### Exercise
Using the data below, gather each line that includes the word "dead".

══ Dataset

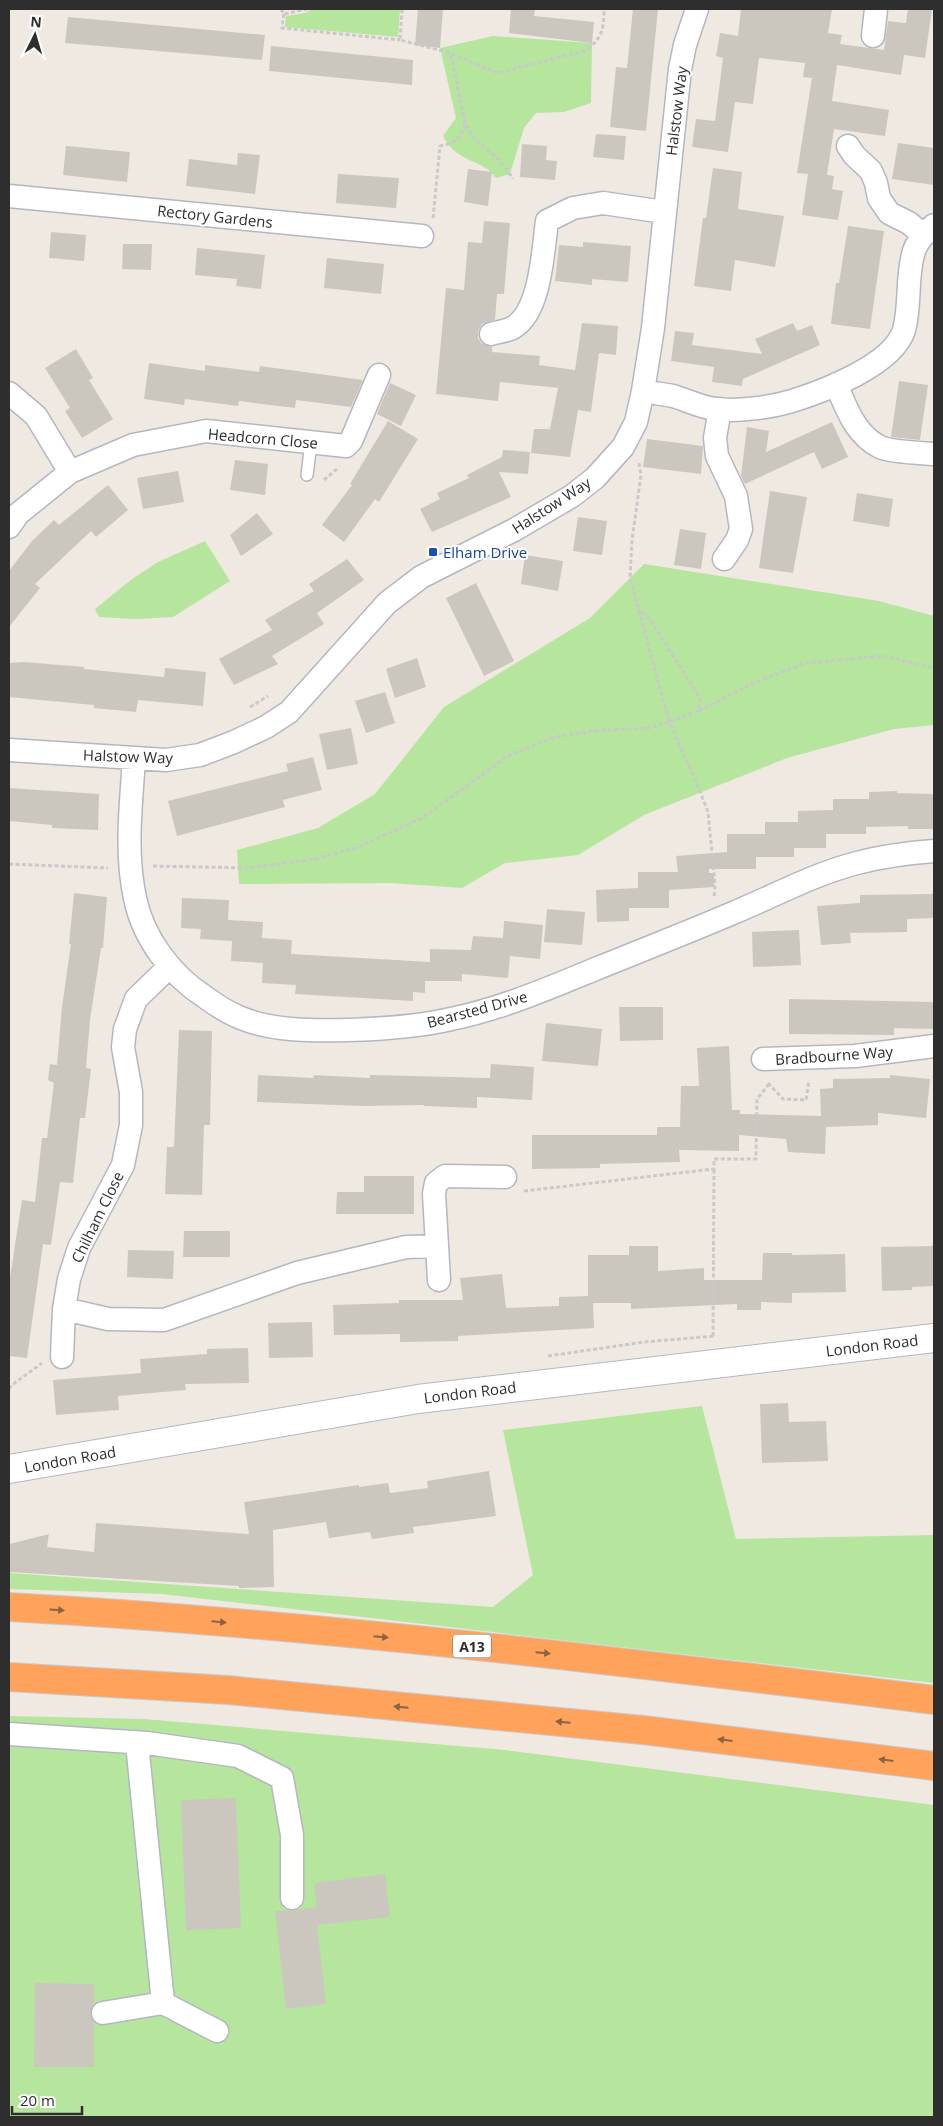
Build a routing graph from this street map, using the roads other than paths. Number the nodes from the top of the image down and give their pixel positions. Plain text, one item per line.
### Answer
1 (697, 9) edge
2 (876, 9) edge
3 (873, 36) dead end
4 (848, 146) dead end
5 (9, 196) edge
6 (664, 212) junction
7 (929, 230) edge
8 (422, 236) dead end
9 (491, 334) dead end
10 (379, 375) dead end
11 (836, 384) junction
12 (643, 391) junction
13 (9, 393) edge
14 (720, 409) junction
15 (311, 443) junction
16 (934, 454) edge
17 (70, 472) junction
18 (307, 475) dead end
19 (9, 527) edge
20 (724, 559) dead end
21 (9, 750) edge
22 (134, 759) junction
23 (934, 851) edge
24 (169, 967) junction
25 (934, 1046) edge
26 (763, 1059) dead end
27 (511, 1184) road end
28 (437, 1246) junction
29 (439, 1280) dead end
30 (64, 1309) junction
31 (934, 1338) edge
32 (55, 1357) road end
33 (9, 1469) edge
34 (9, 1607) edge
35 (9, 1677) edge
36 (934, 1700) edge
37 (9, 1734) edge
38 (137, 1743) junction
39 (934, 1766) edge
40 (292, 1898) dead end
41 (163, 2003) junction
42 (103, 2014) dead end
43 (217, 2031) dead end

1 - 6 street, Halstow Way
2 - 3 street
4 - 7 street
5 - 8 street, Rectory Gardens
6 - 9 street
6 - 12 street, Halstow Way
7 - 11 street
10 - 15 street, Headcorn Close
11 - 14 street
11 - 16 street
12 - 14 street
12 - 22 street, Halstow Way
13 - 17 street
14 - 20 street
15 - 17 street, Headcorn Close
15 - 18 lane
17 - 19 street, Headcorn Close
21 - 22 street, Halstow Way
22 - 24 street, Bearsted Drive
23 - 24 street, Bearsted Drive
24 - 30 street, Chilham Close
25 - 26 street, Bradbourne Way
27 - 28 street
28 - 29 street
28 - 30 street
30 - 32 street, Chilham Close
31 - 33 main road, London Road
34 -> 36 highway, A13
39 -> 35 highway
37 - 38 street
38 - 40 street
38 - 41 street
41 - 42 street
41 - 43 street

════

### Response to this exercise
3 (873, 36) dead end
4 (848, 146) dead end
8 (422, 236) dead end
9 (491, 334) dead end
10 (379, 375) dead end
18 (307, 475) dead end
20 (724, 559) dead end
26 (763, 1059) dead end
29 (439, 1280) dead end
40 (292, 1898) dead end
42 (103, 2014) dead end
43 (217, 2031) dead end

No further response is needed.